**WHAT TO PRODUCE**
Restate all the entries exactly as they appear, apart from the pictures.

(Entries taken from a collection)
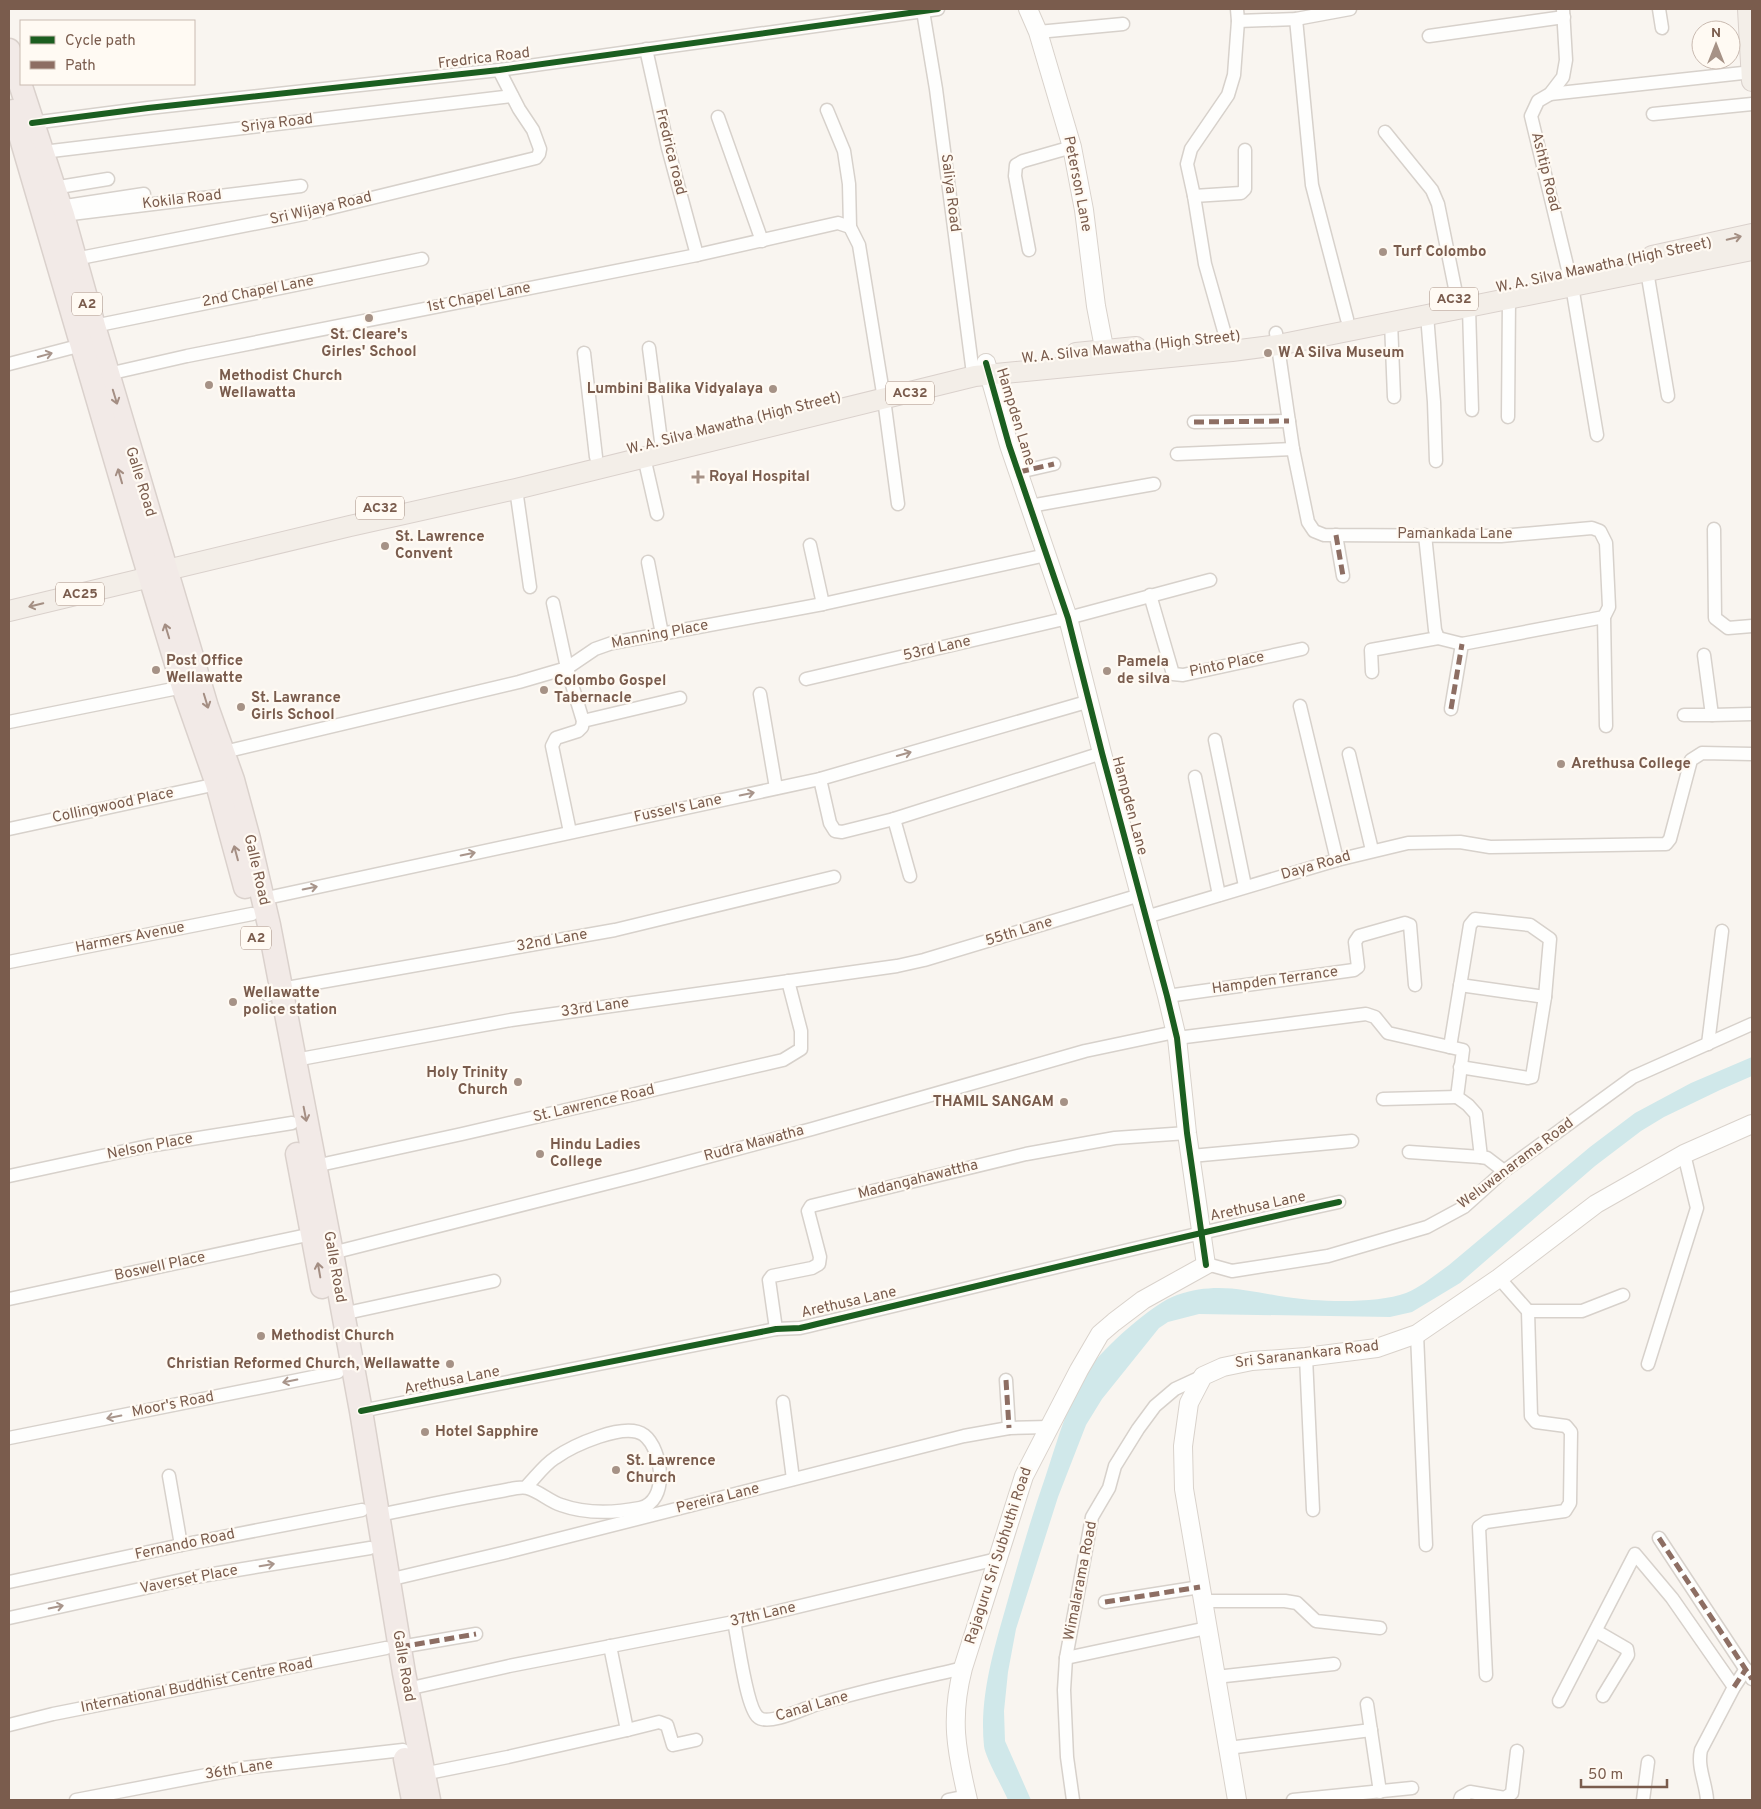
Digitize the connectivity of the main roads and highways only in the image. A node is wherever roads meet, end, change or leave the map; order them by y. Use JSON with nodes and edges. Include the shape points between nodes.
{"nodes":[{"id":1,"x":1748,"y":9,"type":"edge"},
{"id":2,"x":9,"y":50,"type":"edge"},
{"id":3,"x":1752,"y":72,"type":"edge"},
{"id":4,"x":1752,"y":80,"type":"edge"},
{"id":5,"x":9,"y":98,"type":"edge"},
{"id":6,"x":19,"y":126,"type":"edge"},
{"id":7,"x":1752,"y":234,"type":"edge"},
{"id":8,"x":1752,"y":250,"type":"edge"},
{"id":9,"x":1571,"y":280,"type":"junction"},
{"id":10,"x":1463,"y":303,"type":"junction"},
{"id":11,"x":1277,"y":339,"type":"junction"},
{"id":12,"x":663,"y":447,"type":"junction"},
{"id":13,"x":157,"y":567,"type":"junction"},
{"id":14,"x":9,"y":612,"type":"edge"},
{"id":15,"x":257,"y":907,"type":"junction"},
{"id":16,"x":275,"y":992,"type":"junction"},
{"id":17,"x":363,"y":1471,"type":"junction"},
{"id":18,"x":370,"y":1512,"type":"junction"},
{"id":19,"x":393,"y":1648,"type":"junction"},
{"id":20,"x":412,"y":1800,"type":"edge"},
{"id":21,"x":429,"y":1800,"type":"edge"}],
"edges":[{"from":1,"to":3,"type":"main road"},
{"from":2,"to":6,"type":"highway","name":"Galle Road","number":"A2"},
{"from":3,"to":4,"type":"main road"},
{"from":5,"to":6,"type":"highway","name":"Galle Road","number":"A2"},
{"from":13,"to":6,"type":"highway","name":"Galle Road","number":"A2","one_way":true,"via":[[82,345]]},
{"from":6,"to":13,"type":"highway","name":"Galle Road","number":"A2","one_way":true,"via":[[43,152],[108,374]]},
{"from":9,"to":7,"type":"main road","name":"W. A. Silva Mawatha (High Street)","number":"AC32","one_way":true},
{"from":8,"to":9,"type":"main road","name":"W. A. Silva Mawatha (High Street)","number":"AC32","via":[[1647,271]]},
{"from":9,"to":10,"type":"main road","name":"W. A. Silva Mawatha (High Street)","number":"AC32"},
{"from":9,"to":10,"type":"main road","name":"W. A. Silva Mawatha (High Street)","number":"AC32","via":[[1509,299]]},
{"from":10,"to":11,"type":"main road","name":"W. A. Silva Mawatha (High Street)","number":"AC32","via":[[1347,319]]},
{"from":10,"to":11,"type":"main road","name":"W. A. Silva Mawatha (High Street)","number":"AC32","via":[[1427,316]]},
{"from":11,"to":12,"type":"main road","name":"W. A. Silva Mawatha (High Street)","number":"AC32","via":[[980,369]]},
{"from":12,"to":13,"type":"main road","name":"W. A. Silva Mawatha (High Street)","number":"AC32","via":[[596,457]]},
{"from":12,"to":13,"type":"main road","name":"W. A. Silva Mawatha (High Street)","number":"AC32","via":[[644,457],[516,489]]},
{"from":13,"to":14,"type":"main road","number":"AC25","one_way":true,"via":[[138,580]]},
{"from":15,"to":13,"type":"highway","name":"Galle Road","number":"A2","one_way":true,"via":[[183,687]]},
{"from":13,"to":15,"type":"highway","name":"Galle Road","number":"A2","one_way":true,"via":[[224,752],[244,820]]},
{"from":15,"to":16,"type":"highway","name":"Galle Road","number":"A2","via":[[269,925]]},
{"from":17,"to":16,"type":"highway","name":"Galle Road","number":"A2","one_way":true,"via":[[338,1372],[312,1234],[292,1123]]},
{"from":16,"to":17,"type":"highway","name":"Galle Road","number":"A2","one_way":true,"via":[[295,1060],[332,1253],[361,1412]]},
{"from":17,"to":18,"type":"highway","name":"Galle Road","number":"A2"},
{"from":18,"to":19,"type":"highway","name":"Galle Road","number":"A2","via":[[388,1580]]},
{"from":18,"to":19,"type":"highway","name":"Galle Road","number":"A2","via":[[370,1548]]},
{"from":19,"to":20,"type":"highway","name":"Galle Road","number":"A2","via":[[403,1750]]},
{"from":19,"to":21,"type":"highway","name":"Galle Road","number":"A2","via":[[407,1689]]}]}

**SOLUTION FOR THIS TASK**
Digitize the connectivity of the main roads and highways only in the image. A node is wherever roads meet, end, change or leave the map; order them by y. Use JSON with nodes and edges. Include the shape points between nodes.
{"nodes":[{"id":1,"x":1748,"y":9,"type":"edge"},
{"id":2,"x":9,"y":50,"type":"edge"},
{"id":3,"x":1752,"y":72,"type":"edge"},
{"id":4,"x":1752,"y":80,"type":"edge"},
{"id":5,"x":9,"y":98,"type":"edge"},
{"id":6,"x":19,"y":126,"type":"edge"},
{"id":7,"x":1752,"y":234,"type":"edge"},
{"id":8,"x":1752,"y":250,"type":"edge"},
{"id":9,"x":1571,"y":280,"type":"junction"},
{"id":10,"x":1463,"y":303,"type":"junction"},
{"id":11,"x":1277,"y":339,"type":"junction"},
{"id":12,"x":663,"y":447,"type":"junction"},
{"id":13,"x":157,"y":567,"type":"junction"},
{"id":14,"x":9,"y":612,"type":"edge"},
{"id":15,"x":257,"y":907,"type":"junction"},
{"id":16,"x":275,"y":992,"type":"junction"},
{"id":17,"x":363,"y":1471,"type":"junction"},
{"id":18,"x":370,"y":1512,"type":"junction"},
{"id":19,"x":393,"y":1648,"type":"junction"},
{"id":20,"x":412,"y":1800,"type":"edge"},
{"id":21,"x":429,"y":1800,"type":"edge"}],
"edges":[{"from":1,"to":3,"type":"main road"},
{"from":2,"to":6,"type":"highway","name":"Galle Road","number":"A2"},
{"from":3,"to":4,"type":"main road"},
{"from":5,"to":6,"type":"highway","name":"Galle Road","number":"A2"},
{"from":13,"to":6,"type":"highway","name":"Galle Road","number":"A2","one_way":true,"via":[[82,345]]},
{"from":6,"to":13,"type":"highway","name":"Galle Road","number":"A2","one_way":true,"via":[[43,152],[108,374]]},
{"from":9,"to":7,"type":"main road","name":"W. A. Silva Mawatha (High Street)","number":"AC32","one_way":true},
{"from":8,"to":9,"type":"main road","name":"W. A. Silva Mawatha (High Street)","number":"AC32","via":[[1647,271]]},
{"from":9,"to":10,"type":"main road","name":"W. A. Silva Mawatha (High Street)","number":"AC32"},
{"from":9,"to":10,"type":"main road","name":"W. A. Silva Mawatha (High Street)","number":"AC32","via":[[1509,299]]},
{"from":10,"to":11,"type":"main road","name":"W. A. Silva Mawatha (High Street)","number":"AC32","via":[[1347,319]]},
{"from":10,"to":11,"type":"main road","name":"W. A. Silva Mawatha (High Street)","number":"AC32","via":[[1427,316]]},
{"from":11,"to":12,"type":"main road","name":"W. A. Silva Mawatha (High Street)","number":"AC32","via":[[980,369]]},
{"from":12,"to":13,"type":"main road","name":"W. A. Silva Mawatha (High Street)","number":"AC32","via":[[596,457]]},
{"from":12,"to":13,"type":"main road","name":"W. A. Silva Mawatha (High Street)","number":"AC32","via":[[644,457],[516,489]]},
{"from":13,"to":14,"type":"main road","number":"AC25","one_way":true,"via":[[138,580]]},
{"from":15,"to":13,"type":"highway","name":"Galle Road","number":"A2","one_way":true,"via":[[183,687]]},
{"from":13,"to":15,"type":"highway","name":"Galle Road","number":"A2","one_way":true,"via":[[224,752],[244,820]]},
{"from":15,"to":16,"type":"highway","name":"Galle Road","number":"A2","via":[[269,925]]},
{"from":17,"to":16,"type":"highway","name":"Galle Road","number":"A2","one_way":true,"via":[[338,1372],[312,1234],[292,1123]]},
{"from":16,"to":17,"type":"highway","name":"Galle Road","number":"A2","one_way":true,"via":[[295,1060],[332,1253],[361,1412]]},
{"from":17,"to":18,"type":"highway","name":"Galle Road","number":"A2"},
{"from":18,"to":19,"type":"highway","name":"Galle Road","number":"A2","via":[[388,1580]]},
{"from":18,"to":19,"type":"highway","name":"Galle Road","number":"A2","via":[[370,1548]]},
{"from":19,"to":20,"type":"highway","name":"Galle Road","number":"A2","via":[[403,1750]]},
{"from":19,"to":21,"type":"highway","name":"Galle Road","number":"A2","via":[[407,1689]]}]}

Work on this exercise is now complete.